In recent years, a profound shift has been sweeping across our nation, reshaping how we remember, honor, and engage with our history. This transformation transcends mere intellectual exercises; it is a movement that breathes life into our communities, fueled by the unwavering passion of individuals and the resilience of communities, all driven by a deep commitment to truth-telling and reconciliation. It signifies a shift that goes beyond the removal of old statues or the construction of new monuments; it is a journey towards redefining our collective identity and actively shaping the course of our future.
In my personal journey, I have witnessed the profound impact of community-led memorialization. Just last year, I stood at the opening of The Embrace and the 1965 Freedom Plaza—a monument and space in Boston dedicated to honoring the legacies of Martin Luther King Jr., Coretta Scott King, and over 60 local civil rights leaders. Surrounded by hundreds of individuals, many of whom shared my heritage as a Black Bostonian, I felt a deep appreciation for the significance and elation that comes from being recognized, represented, and acknowledged in the public memory. This experience fortified my desire to participate in this transformative movement towards inclusive public memory, as a designer, a mother, and an educator.

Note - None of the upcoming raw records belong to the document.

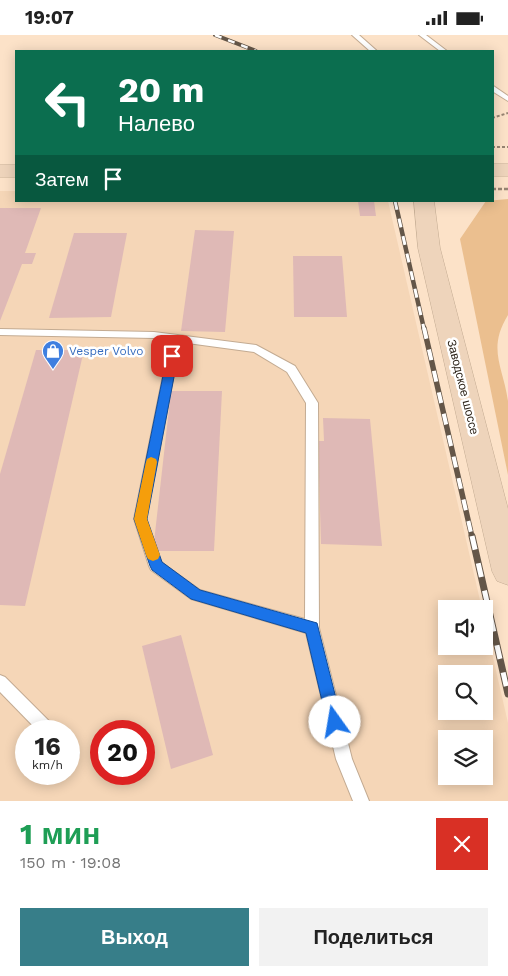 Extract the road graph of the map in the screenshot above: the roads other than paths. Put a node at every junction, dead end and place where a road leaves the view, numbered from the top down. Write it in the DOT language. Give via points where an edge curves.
graph roads {
  1 [pos="355,35"];
  2 [pos="422,35"];
  3 [pos="373,50"];
  4 [pos="443,50"];
  5 [pos="494,88"];
  6 [pos="508,99"];
  7 [pos="494,170"];
  8 [pos="508,170"];
  9 [pos="0,171"];
  10 [pos="15,171"];
  11 [pos="494,182"];
  12 [pos="508,182"];
  13 [pos="0,183"];
  14 [pos="15,183"];
  15 [pos="424,202"];
  16 [pos="441,202"];
  17 [pos="427,229"];
  18 [pos="0,332"];
  19 [pos="176,338"];
  20 [pos="508,571"];
  21 [pos="312,628"];
  22 [pos="0,682"];
  23 [pos="38,720"];
  24 [pos="361,801"];
  1 -- 3 [label="lane"];
  2 -- 4 [label="lane"];
  5 -- 6 [label="lane"];
  7 -- 8 [label="street"];
  9 -- 10 [label="street"];
  11 -- 12 [label="street"];
  13 -- 14 [label="street"];
  15 -- 17 [label="street, Заводское шоссе"];
  16 -- 17 [label="street"];
  17 -- 20 [label="street, Заводское шоссе"];
  18 -- 19 [label="lane"];
  19 -- 21 [label="lane" via="256,349 291,369 312,403"];
  19 -- 21 [label="lane" via="140,519 156,566 196,595"];
  21 -- 24 [label="lane" via="344,759"];
  22 -- 23 [label="lane"];
}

In 2018, MASS Design Group (MASS) designed the National Memorial for Peace and Justice, located in Montgomery, Ala., in collaboration with Bryan Stevenson and the Equal Justice Initiative. This profound symbol of remembrance for victims of lynching in the United States challenged entrenched notions of what should be remembered and how it should be memorialized. Its inception ignited a groundswell of emotion and interest across our nation, rallying individuals, groups, and entire communities to the cause, stirred by the imperative to bring untold stories and histories to light.

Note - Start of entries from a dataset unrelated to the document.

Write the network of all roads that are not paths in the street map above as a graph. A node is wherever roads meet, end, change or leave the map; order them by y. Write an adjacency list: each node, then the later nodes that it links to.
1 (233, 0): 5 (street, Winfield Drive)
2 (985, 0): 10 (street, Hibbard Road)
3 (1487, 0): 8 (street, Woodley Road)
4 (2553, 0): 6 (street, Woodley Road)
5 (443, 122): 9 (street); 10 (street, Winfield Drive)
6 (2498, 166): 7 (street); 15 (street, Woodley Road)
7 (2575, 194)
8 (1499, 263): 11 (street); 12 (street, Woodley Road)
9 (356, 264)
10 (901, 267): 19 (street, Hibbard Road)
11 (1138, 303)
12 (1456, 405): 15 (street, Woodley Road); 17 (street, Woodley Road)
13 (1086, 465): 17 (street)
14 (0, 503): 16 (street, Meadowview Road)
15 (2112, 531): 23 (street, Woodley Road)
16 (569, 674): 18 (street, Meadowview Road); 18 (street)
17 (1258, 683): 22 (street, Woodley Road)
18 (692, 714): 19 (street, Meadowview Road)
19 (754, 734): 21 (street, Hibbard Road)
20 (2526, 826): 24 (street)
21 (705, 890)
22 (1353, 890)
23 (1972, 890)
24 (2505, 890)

This demand for change has been underscored by groundbreaking research like the Monument Lab's National Monument Audit and preservation efforts led by the African American Cultural Heritage Action Fund. The translation into transformational action is nurtured through major investment, foremost by the Mellon Foundation. Their $500 million Monument Project initiative is “aimed at transforming the nation’s commemorative landscape to ensure our collective histories are more completely and accurately represented.”
In response to this growing interest, MASS launched the Public Memory and Memorials Lab, founded on the belief that the act of spatializing memory holds the remarkable potential to mend wounds and ignite collective action for generations to come. Our memorials work has grown exponentially to nearly 30 projects in development worldwide. These initiatives are not directed by remote authorities or institutions; they are firmly rooted in community-led initiatives, deeply connected to local histories, and driven by an unwavering commitment to truth-telling and societal transformation.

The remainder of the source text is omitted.